■ To do
A verbatim copy of all the data is required, minus any images.

■ Dataset extract
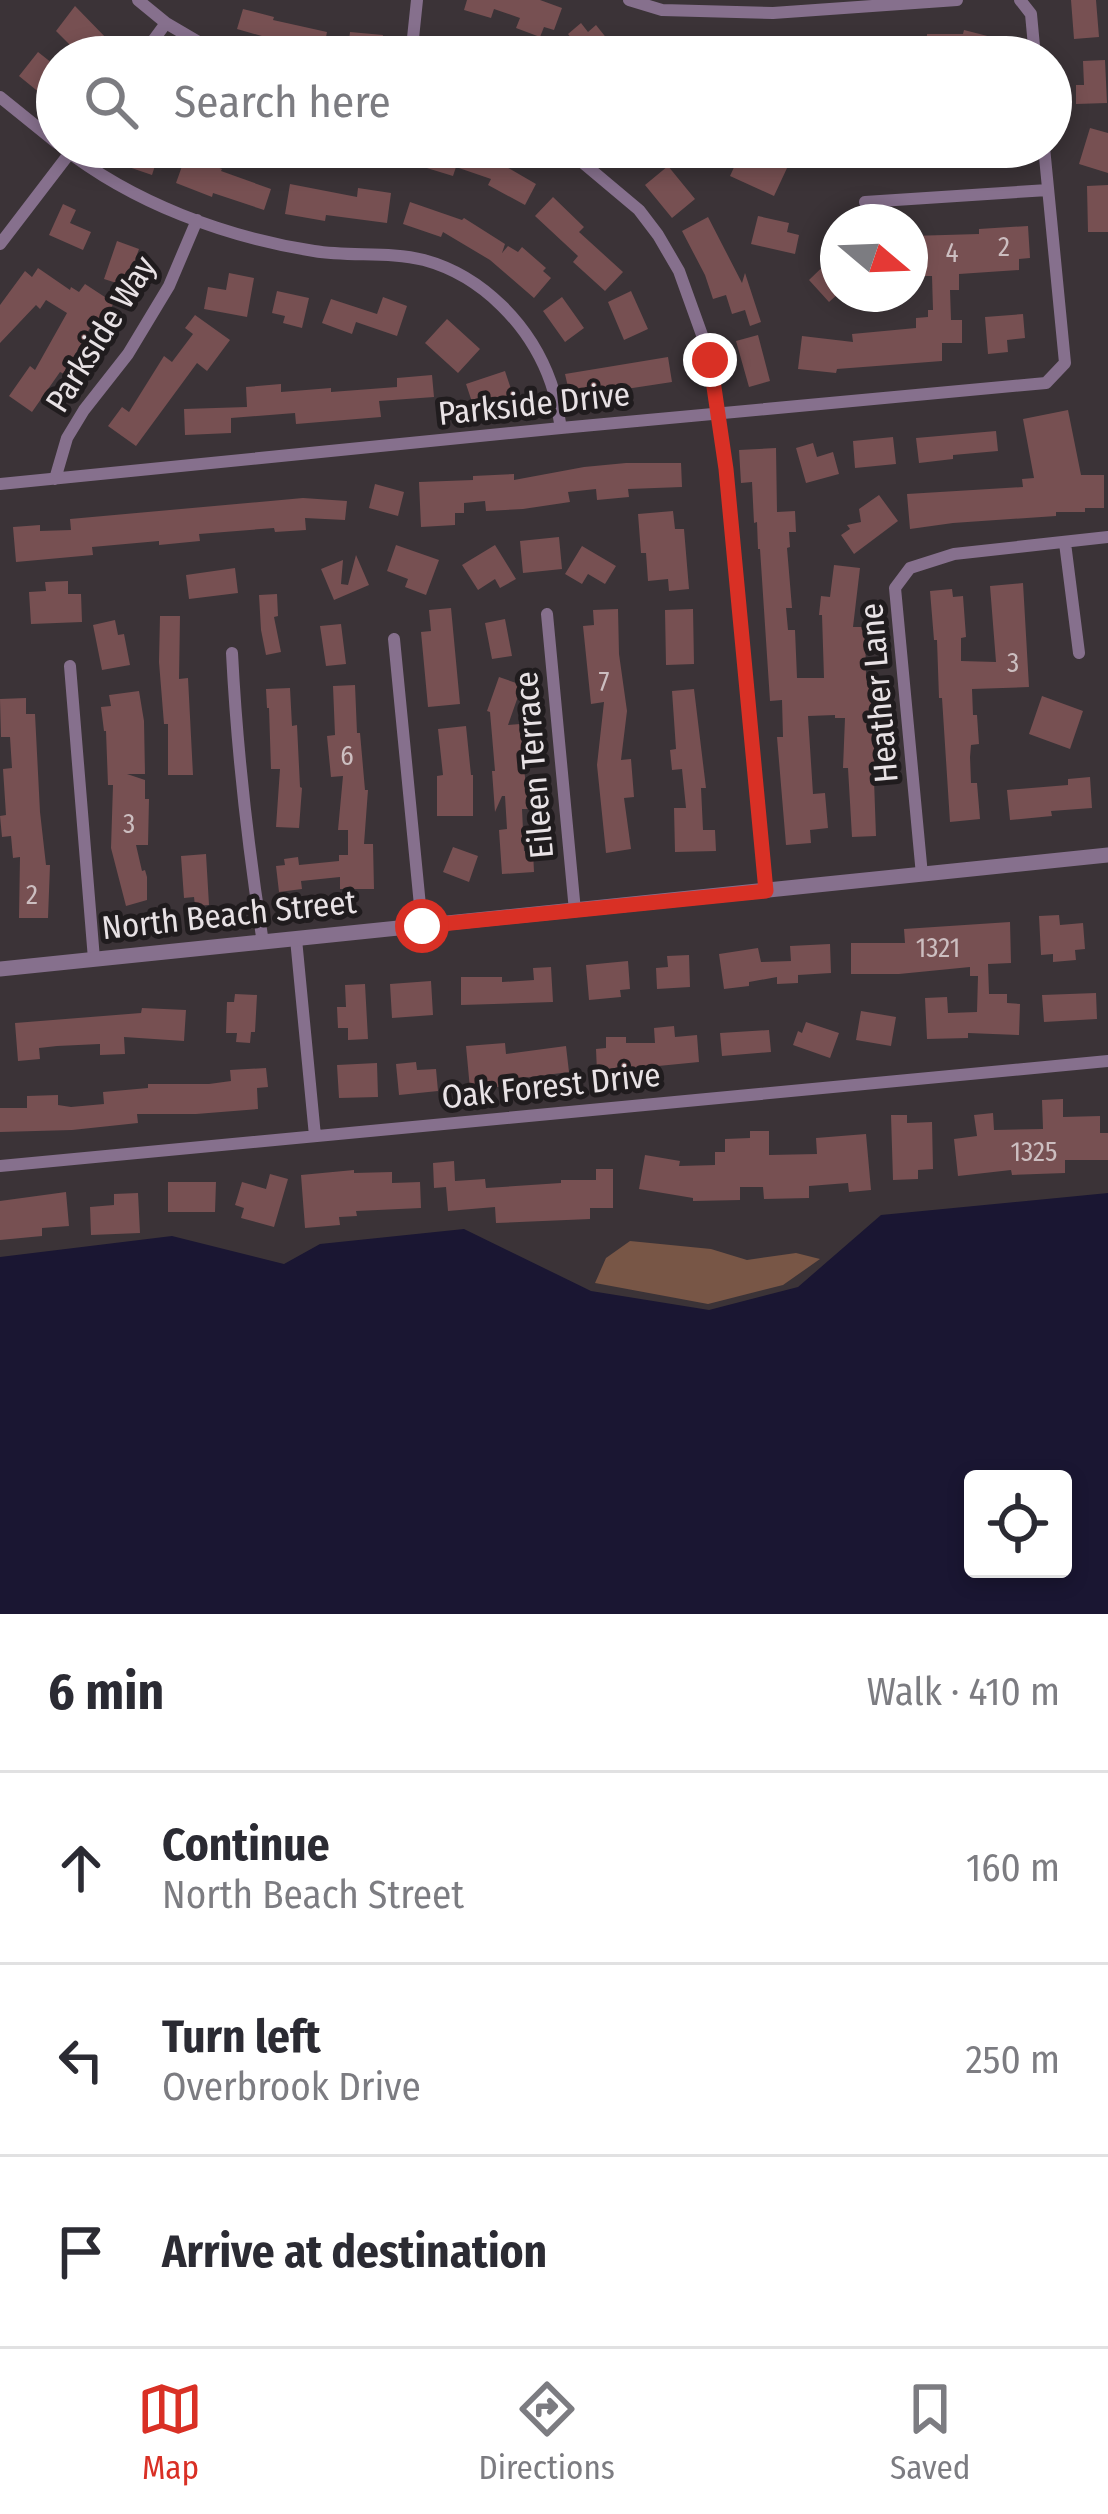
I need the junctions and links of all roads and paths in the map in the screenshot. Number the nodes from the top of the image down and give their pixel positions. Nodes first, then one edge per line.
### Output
1 (138, 0) edge
2 (417, 0) edge
3 (629, 0) edge
4 (957, 0) edge
5 (1020, 0) edge
6 (166, 22) junction
7 (156, 36) edge
8 (189, 36) edge
9 (413, 36) edge
10 (1034, 36) edge
11 (0, 97) edge
12 (36, 125) edge
13 (52, 168) edge
14 (95, 168) edge
15 (589, 168) edge
16 (1046, 168) edge
17 (1048, 190) junction
18 (866, 202) dead end
19 (197, 220) junction
20 (0, 244) edge
21 (718, 413) junction
22 (561, 428) junction
23 (55, 479) junction
24 (0, 484) edge
25 (1108, 537) edge
26 (1065, 543) junction
27 (547, 614) dead end
28 (394, 639) dead end
29 (232, 653) dead end
30 (1079, 653) dead end
31 (70, 666) dead end
32 (1108, 855) edge
33 (922, 875) junction
34 (766, 891) junction
35 (575, 911) junction
36 (422, 926) junction
37 (296, 939) junction
38 (262, 943) junction
39 (94, 958) junction
40 (0, 969) edge
41 (1108, 1060) edge
42 (315, 1136) junction
43 (0, 1166) edge

1 - 6 street
2 - 9 street
3 - 4 street
5 - 10 street
6 - 7 street
6 - 8 street
11 - 12 street
13 - 20 street
14 - 19 street
15 - 21 street
16 - 17 street
17 - 18 street
17 - 21 street, Parkside Drive
19 - 22 street
19 - 23 street, Parkside Way
21 - 22 street, Parkside Drive
21 - 34 street
22 - 23 street, Parkside Drive
23 - 24 street, Parkside Drive
25 - 26 street, Heather Lane
26 - 30 street
26 - 33 street, Heather Lane
27 - 35 street, Eileen Terrace
28 - 36 street
29 - 38 street
31 - 39 street
32 - 33 street, North Beach Street
33 - 34 street, North Beach Street
34 - 35 street, North Beach Street
35 - 36 street, North Beach Street
36 - 37 street, North Beach Street
37 - 38 street, North Beach Street
37 - 42 street
38 - 39 street, North Beach Street
39 - 40 street, North Beach Street
41 - 42 street, Oak Forest Drive
42 - 43 street, Oak Forest Drive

■ Finished task
I need the junctions and links of all roads and paths in the map in the screenshot. Number the nodes from the top of the image down and give their pixel positions. Nodes first, then one edge per line.
### Output
1 (138, 0) edge
2 (417, 0) edge
3 (629, 0) edge
4 (957, 0) edge
5 (1020, 0) edge
6 (166, 22) junction
7 (156, 36) edge
8 (189, 36) edge
9 (413, 36) edge
10 (1034, 36) edge
11 (0, 97) edge
12 (36, 125) edge
13 (52, 168) edge
14 (95, 168) edge
15 (589, 168) edge
16 (1046, 168) edge
17 (1048, 190) junction
18 (866, 202) dead end
19 (197, 220) junction
20 (0, 244) edge
21 (718, 413) junction
22 (561, 428) junction
23 (55, 479) junction
24 (0, 484) edge
25 (1108, 537) edge
26 (1065, 543) junction
27 (547, 614) dead end
28 (394, 639) dead end
29 (232, 653) dead end
30 (1079, 653) dead end
31 (70, 666) dead end
32 (1108, 855) edge
33 (922, 875) junction
34 (766, 891) junction
35 (575, 911) junction
36 (422, 926) junction
37 (296, 939) junction
38 (262, 943) junction
39 (94, 958) junction
40 (0, 969) edge
41 (1108, 1060) edge
42 (315, 1136) junction
43 (0, 1166) edge

1 - 6 street
2 - 9 street
3 - 4 street
5 - 10 street
6 - 7 street
6 - 8 street
11 - 12 street
13 - 20 street
14 - 19 street
15 - 21 street
16 - 17 street
17 - 18 street
17 - 21 street, Parkside Drive
19 - 22 street
19 - 23 street, Parkside Way
21 - 22 street, Parkside Drive
21 - 34 street
22 - 23 street, Parkside Drive
23 - 24 street, Parkside Drive
25 - 26 street, Heather Lane
26 - 30 street
26 - 33 street, Heather Lane
27 - 35 street, Eileen Terrace
28 - 36 street
29 - 38 street
31 - 39 street
32 - 33 street, North Beach Street
33 - 34 street, North Beach Street
34 - 35 street, North Beach Street
35 - 36 street, North Beach Street
36 - 37 street, North Beach Street
37 - 38 street, North Beach Street
37 - 42 street
38 - 39 street, North Beach Street
39 - 40 street, North Beach Street
41 - 42 street, Oak Forest Drive
42 - 43 street, Oak Forest Drive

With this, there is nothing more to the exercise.